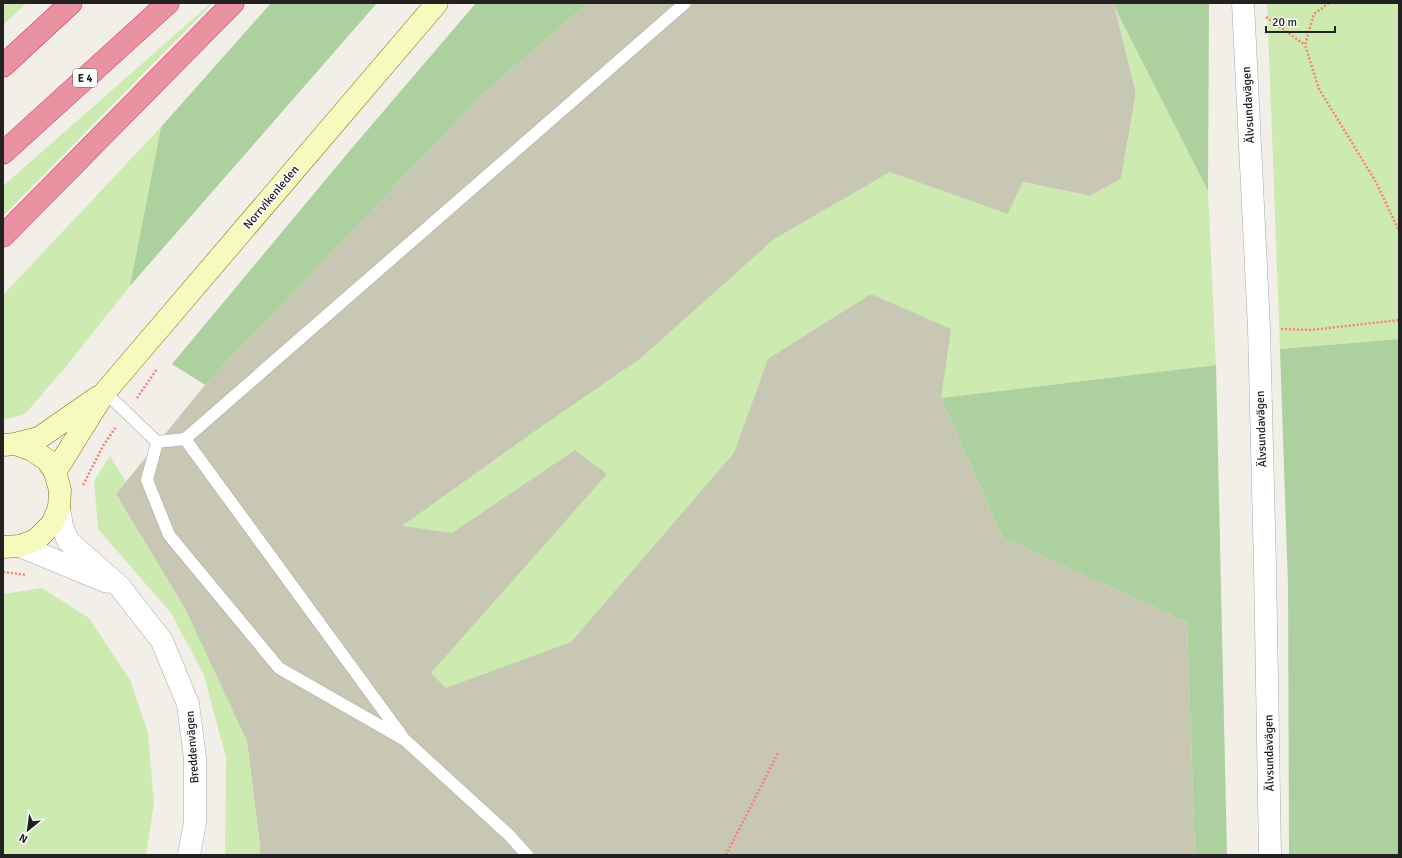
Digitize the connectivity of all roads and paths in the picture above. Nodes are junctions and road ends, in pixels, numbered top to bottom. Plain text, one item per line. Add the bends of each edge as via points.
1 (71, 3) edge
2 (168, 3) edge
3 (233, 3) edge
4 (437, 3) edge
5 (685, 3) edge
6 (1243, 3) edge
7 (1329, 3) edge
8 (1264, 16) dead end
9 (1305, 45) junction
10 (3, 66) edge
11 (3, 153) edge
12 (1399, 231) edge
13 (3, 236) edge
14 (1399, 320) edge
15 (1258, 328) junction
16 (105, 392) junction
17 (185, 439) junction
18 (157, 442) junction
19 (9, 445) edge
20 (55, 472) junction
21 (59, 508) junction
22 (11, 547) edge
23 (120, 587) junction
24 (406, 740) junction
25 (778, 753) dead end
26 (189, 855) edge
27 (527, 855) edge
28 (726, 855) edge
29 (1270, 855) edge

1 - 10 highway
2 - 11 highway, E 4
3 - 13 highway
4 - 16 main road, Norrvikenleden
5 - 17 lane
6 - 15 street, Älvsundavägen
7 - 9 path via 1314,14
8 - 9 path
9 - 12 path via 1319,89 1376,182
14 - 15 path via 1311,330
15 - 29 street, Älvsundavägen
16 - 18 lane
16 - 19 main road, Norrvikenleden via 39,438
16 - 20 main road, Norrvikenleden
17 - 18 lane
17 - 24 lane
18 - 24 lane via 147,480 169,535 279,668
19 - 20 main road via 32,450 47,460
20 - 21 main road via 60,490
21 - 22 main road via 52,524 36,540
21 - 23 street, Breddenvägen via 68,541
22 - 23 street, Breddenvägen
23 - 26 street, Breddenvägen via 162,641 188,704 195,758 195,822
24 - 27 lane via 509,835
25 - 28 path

.....

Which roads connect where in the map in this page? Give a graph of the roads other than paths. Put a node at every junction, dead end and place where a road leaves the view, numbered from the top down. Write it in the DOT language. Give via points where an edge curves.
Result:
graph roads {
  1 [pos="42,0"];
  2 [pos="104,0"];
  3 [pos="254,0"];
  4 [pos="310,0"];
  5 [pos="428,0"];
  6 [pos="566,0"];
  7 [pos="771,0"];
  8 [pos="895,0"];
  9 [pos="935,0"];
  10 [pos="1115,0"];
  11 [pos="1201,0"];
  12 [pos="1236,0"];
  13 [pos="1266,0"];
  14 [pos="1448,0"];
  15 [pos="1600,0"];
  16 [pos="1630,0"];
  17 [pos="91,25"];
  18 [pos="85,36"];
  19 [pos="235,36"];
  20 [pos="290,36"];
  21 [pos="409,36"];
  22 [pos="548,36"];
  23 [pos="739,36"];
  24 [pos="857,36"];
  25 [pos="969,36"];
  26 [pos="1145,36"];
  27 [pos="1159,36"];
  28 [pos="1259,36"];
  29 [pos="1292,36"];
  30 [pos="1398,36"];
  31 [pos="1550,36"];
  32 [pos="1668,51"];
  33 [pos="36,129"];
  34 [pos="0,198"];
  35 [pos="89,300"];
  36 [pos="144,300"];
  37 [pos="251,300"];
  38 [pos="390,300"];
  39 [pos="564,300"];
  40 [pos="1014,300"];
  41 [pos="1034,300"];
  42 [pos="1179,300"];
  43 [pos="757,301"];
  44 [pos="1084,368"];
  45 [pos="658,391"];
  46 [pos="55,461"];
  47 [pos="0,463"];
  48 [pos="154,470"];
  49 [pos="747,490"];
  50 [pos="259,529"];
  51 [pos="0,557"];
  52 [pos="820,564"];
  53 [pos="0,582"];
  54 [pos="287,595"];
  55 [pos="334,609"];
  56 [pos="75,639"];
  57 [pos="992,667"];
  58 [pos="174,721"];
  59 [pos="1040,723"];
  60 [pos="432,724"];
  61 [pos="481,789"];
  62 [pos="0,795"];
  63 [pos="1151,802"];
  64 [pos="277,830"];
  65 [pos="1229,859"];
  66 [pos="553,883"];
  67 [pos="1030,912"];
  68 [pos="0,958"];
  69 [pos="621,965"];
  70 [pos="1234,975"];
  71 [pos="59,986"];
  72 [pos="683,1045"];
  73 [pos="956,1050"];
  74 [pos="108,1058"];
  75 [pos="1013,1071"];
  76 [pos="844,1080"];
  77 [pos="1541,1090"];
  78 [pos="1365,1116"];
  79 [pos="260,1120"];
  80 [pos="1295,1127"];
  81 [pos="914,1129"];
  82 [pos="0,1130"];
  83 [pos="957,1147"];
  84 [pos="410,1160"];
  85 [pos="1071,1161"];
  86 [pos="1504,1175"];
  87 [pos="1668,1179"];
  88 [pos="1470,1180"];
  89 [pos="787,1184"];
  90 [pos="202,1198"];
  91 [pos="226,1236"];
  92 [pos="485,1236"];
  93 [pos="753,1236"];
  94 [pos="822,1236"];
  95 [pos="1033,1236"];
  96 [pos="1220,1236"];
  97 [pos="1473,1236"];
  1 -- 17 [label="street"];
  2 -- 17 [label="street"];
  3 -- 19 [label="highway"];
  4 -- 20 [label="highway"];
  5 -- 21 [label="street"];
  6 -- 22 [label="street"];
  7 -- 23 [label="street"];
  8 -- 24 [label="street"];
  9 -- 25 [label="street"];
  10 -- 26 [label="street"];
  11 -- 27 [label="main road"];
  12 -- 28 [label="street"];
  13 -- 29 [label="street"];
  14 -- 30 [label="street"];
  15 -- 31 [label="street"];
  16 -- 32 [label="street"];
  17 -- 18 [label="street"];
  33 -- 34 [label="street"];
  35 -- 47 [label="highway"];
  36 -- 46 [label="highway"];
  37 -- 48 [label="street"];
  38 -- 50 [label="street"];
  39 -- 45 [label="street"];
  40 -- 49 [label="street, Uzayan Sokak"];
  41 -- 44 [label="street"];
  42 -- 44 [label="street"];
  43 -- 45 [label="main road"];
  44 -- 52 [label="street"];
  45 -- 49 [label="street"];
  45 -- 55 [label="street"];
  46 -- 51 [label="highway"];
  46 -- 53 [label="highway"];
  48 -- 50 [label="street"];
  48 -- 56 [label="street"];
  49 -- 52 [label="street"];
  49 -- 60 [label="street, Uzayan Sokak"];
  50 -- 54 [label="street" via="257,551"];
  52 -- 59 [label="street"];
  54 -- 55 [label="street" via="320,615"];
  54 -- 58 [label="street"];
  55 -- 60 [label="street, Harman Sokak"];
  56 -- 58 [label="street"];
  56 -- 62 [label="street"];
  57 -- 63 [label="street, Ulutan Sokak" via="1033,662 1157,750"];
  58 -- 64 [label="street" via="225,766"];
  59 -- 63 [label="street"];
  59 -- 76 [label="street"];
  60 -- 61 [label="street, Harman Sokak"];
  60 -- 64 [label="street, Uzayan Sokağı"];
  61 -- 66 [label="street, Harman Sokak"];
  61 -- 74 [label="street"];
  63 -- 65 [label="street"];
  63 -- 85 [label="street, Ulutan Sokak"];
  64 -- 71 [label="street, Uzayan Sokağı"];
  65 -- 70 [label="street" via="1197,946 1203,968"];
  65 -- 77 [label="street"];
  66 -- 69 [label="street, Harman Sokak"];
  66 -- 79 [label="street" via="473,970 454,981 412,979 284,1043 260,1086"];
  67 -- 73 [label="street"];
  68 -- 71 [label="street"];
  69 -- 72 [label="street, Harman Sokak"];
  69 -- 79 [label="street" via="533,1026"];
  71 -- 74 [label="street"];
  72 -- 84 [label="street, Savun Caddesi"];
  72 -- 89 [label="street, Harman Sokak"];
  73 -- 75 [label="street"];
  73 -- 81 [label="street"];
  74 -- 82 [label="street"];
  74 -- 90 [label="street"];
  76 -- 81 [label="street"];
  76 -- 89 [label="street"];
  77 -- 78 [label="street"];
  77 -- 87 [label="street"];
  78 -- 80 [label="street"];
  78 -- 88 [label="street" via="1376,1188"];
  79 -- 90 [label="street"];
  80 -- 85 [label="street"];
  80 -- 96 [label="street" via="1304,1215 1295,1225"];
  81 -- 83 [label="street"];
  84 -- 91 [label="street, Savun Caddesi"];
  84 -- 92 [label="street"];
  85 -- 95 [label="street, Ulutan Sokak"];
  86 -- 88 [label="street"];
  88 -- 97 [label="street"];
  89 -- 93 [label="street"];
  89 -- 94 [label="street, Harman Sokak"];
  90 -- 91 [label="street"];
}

.....

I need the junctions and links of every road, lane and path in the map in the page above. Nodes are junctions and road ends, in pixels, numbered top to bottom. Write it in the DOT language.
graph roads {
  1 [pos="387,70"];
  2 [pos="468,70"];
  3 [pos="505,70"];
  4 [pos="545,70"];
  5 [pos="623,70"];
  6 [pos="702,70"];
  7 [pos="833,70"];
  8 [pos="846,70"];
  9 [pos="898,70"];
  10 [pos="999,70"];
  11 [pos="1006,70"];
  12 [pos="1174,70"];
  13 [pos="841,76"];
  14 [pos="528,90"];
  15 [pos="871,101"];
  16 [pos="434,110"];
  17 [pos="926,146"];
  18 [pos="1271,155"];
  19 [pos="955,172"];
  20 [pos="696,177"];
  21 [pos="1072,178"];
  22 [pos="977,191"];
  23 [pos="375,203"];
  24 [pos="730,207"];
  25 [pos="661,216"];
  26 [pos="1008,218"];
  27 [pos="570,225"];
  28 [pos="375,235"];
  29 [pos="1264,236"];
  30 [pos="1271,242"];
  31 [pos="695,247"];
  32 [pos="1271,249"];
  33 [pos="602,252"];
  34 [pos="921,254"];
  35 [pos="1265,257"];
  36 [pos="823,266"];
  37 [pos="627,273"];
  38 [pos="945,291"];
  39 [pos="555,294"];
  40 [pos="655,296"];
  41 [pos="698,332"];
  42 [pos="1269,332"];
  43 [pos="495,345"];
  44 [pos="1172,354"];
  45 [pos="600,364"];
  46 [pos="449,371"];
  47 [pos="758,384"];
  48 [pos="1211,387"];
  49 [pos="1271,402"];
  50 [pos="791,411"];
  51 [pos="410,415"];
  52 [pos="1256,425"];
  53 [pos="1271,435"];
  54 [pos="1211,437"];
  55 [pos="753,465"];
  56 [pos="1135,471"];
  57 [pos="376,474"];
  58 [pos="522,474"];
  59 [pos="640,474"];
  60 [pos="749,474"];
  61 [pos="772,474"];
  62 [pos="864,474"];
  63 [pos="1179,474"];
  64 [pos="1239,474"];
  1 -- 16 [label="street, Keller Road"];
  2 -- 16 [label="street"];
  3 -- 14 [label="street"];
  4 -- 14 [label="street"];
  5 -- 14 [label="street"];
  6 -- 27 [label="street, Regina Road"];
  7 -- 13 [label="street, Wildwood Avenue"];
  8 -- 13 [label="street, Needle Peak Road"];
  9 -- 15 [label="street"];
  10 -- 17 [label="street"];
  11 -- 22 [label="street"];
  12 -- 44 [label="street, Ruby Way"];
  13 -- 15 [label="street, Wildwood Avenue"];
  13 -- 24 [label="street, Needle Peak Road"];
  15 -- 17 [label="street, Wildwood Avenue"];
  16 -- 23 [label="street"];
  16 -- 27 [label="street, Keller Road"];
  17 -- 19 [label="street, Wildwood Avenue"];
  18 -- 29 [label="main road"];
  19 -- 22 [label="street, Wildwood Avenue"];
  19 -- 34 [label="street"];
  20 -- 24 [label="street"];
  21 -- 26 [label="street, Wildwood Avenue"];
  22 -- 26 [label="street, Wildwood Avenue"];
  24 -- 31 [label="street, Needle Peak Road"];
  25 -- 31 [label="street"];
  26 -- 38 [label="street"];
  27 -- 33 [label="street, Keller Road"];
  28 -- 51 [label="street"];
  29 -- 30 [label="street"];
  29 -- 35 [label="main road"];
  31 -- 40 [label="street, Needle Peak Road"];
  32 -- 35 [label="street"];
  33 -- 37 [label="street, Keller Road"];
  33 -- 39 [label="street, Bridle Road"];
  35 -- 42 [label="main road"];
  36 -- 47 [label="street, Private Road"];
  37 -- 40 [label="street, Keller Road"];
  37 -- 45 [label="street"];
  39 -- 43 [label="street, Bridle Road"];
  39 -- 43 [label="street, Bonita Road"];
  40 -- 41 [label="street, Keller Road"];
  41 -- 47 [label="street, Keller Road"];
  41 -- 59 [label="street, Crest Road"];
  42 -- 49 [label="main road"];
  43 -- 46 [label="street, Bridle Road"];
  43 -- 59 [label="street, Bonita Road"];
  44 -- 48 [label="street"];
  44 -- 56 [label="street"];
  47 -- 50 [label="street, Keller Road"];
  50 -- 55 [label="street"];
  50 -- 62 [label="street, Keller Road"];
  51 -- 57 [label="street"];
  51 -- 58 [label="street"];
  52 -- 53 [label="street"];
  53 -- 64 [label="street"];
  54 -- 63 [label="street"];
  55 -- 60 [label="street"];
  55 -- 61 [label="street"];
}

.....

*PROBLEM TO SOLVE*
Copy each line above that has the word "pixels".

*RESULT OF THE TASK*
Digitize the connectivity of all roads and paths in the picture above. Nodes are junctions and road ends, in pixels, numbered top to bottom. Plain text, one item per line. Add the bends of each edge as via points.
I need the junctions and links of every road, lane and path in the map in the page above. Nodes are junctions and road ends, in pixels, numbered top to bottom. Write it in the DOT language.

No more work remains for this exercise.